Pollack's proposal in Threatening Storm:
Work out a valid peace proposal in the Middle East (i.e. make another generous offer to the Pallies, like Barak did, but this time make the terms open)
I think this is a bit overstated. Pollack had minimalist expectations for the peace process (pp. 354-55); he simply believed the Gulf States would be reluctant to allow us to invade from their territory if weekly Israeli/Palestinian violence agitated the Arab Street. I don't see how Bush's Roadmap to Peace would not have met Pollack's minimal requirements and in any event, access was given.
Move more troops into and stabalize Afghanistan
I don't recall this, but I readily concede that he would not have been "cheap" on force deployment.
Concentrate on putting pressure on "neutral" states like Pakistan to crack down on their militants and extremists
Don't recall this either and don't know that we weren't doing this.
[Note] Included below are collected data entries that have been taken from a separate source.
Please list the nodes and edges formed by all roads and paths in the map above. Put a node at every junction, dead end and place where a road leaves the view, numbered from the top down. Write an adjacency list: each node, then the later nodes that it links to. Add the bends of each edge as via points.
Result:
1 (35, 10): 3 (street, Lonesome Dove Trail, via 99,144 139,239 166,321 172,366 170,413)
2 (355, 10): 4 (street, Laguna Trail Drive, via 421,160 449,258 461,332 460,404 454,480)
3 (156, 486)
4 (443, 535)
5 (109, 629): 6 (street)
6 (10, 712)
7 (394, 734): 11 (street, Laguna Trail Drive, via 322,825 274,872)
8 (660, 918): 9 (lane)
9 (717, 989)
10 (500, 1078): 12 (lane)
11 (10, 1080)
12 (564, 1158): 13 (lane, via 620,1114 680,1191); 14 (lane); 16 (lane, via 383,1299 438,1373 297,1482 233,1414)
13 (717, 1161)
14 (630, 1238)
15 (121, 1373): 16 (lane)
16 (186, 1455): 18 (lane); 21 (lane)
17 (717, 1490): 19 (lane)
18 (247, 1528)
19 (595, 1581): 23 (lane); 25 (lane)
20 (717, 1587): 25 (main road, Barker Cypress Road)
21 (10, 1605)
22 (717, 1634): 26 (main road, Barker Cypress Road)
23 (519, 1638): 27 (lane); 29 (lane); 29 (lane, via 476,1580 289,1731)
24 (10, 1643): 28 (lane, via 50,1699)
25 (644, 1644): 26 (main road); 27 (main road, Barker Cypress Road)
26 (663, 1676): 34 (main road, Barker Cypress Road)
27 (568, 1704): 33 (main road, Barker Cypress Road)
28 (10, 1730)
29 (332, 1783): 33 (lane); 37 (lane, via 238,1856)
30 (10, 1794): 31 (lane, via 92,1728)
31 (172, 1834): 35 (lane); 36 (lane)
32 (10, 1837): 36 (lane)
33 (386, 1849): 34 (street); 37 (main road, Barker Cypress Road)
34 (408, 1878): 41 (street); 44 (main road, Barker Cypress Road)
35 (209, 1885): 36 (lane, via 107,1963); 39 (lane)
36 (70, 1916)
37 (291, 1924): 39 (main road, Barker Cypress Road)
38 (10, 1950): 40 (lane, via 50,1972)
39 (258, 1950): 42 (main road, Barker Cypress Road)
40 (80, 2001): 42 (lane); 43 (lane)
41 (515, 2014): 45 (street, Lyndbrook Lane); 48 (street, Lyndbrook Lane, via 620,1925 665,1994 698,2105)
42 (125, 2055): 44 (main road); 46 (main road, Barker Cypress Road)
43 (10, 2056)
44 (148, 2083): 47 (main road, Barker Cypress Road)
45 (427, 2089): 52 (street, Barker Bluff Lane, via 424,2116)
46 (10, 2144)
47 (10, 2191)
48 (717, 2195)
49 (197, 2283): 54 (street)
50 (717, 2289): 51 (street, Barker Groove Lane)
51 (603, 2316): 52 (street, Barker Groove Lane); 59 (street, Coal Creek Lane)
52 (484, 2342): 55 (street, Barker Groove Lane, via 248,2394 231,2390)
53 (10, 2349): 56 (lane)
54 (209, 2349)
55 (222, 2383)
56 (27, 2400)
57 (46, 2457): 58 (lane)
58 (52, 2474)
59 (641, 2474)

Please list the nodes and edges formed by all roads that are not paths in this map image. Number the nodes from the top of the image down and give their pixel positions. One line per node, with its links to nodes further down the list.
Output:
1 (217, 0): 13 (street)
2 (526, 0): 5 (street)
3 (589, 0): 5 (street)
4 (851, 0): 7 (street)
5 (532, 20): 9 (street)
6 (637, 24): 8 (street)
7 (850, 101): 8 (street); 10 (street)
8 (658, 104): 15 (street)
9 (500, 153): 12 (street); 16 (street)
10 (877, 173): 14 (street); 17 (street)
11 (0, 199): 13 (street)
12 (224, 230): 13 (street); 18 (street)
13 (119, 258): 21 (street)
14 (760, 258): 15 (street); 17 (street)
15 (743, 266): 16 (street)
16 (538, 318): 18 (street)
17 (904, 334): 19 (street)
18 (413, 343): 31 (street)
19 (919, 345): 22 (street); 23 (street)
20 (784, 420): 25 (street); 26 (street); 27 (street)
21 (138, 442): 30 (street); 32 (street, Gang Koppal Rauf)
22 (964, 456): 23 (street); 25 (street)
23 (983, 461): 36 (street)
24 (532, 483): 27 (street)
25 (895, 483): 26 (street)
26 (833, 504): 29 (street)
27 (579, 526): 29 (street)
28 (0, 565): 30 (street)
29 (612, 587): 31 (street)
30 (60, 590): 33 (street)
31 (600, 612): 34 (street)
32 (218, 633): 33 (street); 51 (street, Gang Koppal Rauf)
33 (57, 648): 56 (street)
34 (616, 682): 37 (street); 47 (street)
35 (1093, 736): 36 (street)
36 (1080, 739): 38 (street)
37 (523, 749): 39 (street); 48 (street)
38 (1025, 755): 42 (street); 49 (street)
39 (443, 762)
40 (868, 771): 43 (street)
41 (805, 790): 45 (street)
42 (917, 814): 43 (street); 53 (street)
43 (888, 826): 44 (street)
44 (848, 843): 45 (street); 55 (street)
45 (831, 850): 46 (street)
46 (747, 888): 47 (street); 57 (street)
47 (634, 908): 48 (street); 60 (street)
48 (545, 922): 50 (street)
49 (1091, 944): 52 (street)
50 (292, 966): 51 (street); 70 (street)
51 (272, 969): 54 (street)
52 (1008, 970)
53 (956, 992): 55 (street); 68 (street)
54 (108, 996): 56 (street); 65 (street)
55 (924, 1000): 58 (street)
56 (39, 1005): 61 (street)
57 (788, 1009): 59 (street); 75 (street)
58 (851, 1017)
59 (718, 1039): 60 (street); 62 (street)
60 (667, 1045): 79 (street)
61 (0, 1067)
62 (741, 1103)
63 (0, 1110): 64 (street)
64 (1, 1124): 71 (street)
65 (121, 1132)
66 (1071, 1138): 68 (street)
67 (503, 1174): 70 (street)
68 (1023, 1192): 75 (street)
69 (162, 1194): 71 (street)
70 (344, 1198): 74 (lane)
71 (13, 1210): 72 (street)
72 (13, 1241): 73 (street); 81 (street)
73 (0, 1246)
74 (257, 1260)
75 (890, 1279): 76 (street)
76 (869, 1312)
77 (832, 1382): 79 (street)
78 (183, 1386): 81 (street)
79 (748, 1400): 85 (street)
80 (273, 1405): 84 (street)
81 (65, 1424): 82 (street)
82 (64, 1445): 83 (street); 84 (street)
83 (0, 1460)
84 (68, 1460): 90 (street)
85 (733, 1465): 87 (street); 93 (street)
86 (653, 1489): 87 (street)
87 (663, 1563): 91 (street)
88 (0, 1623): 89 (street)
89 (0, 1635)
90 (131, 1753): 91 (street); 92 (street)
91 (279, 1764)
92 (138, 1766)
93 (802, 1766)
Wait a couple of years Then, build a coalition similiar to Desert Storm and invade Iraq
First, Pollack repeatedly said "sooner rather than later" throughout the book. See title of the book. See 1938 Europe analogy. If he said a couple of years, I bet it was preceded by "up to."
Second, Pollack believed going to the UN to form a Desert Storm coalition would backfire because the main culprits (Russia, France and China) would see such a move as a sign of weakness, encouraging them to oppose the invasion. Instead, he would have focussed on Gulf and Turkish (oops!) support, building support from there. While building a broader coalition was a goal, he clearly was willing to rely on the support of Turkey and the Gulf States.
I count three significant differences: (1) not enough troops in the Middle East (Pollack meet Kristol), (2) failure to obtain support of Turkey (thanks Powell), and (3) Bush should never have gone to the UN (and Pollack was going to be in the Kerry administration?).
Mike
Stop w/ the Clintonian parsing. You, pundits and whomever can speculate on the law till hell freezes over but none are aware of what the CIA says. It is logical to assume in order for the AG and the JD to empanel a Grand Jury over a violation of the law they have to have a basis , i.e. someone is an agent under the law. In a political environment like this do you really believe the JD and AG would approve an investigation without an underlying legal basis for it?
Worse, you are ignoring Fitzgerald's press briefing where he state the investigation is still on going. Stop already with the KOOL-AID and get the sand out of your eyes.
Better speculation would be did the CIA lied about her status?
Read William Buckley's piece, then you will understand what is at stake. Libby and others in the White House outed a CIA agent during a time of WAR. That is rat bastard behavior.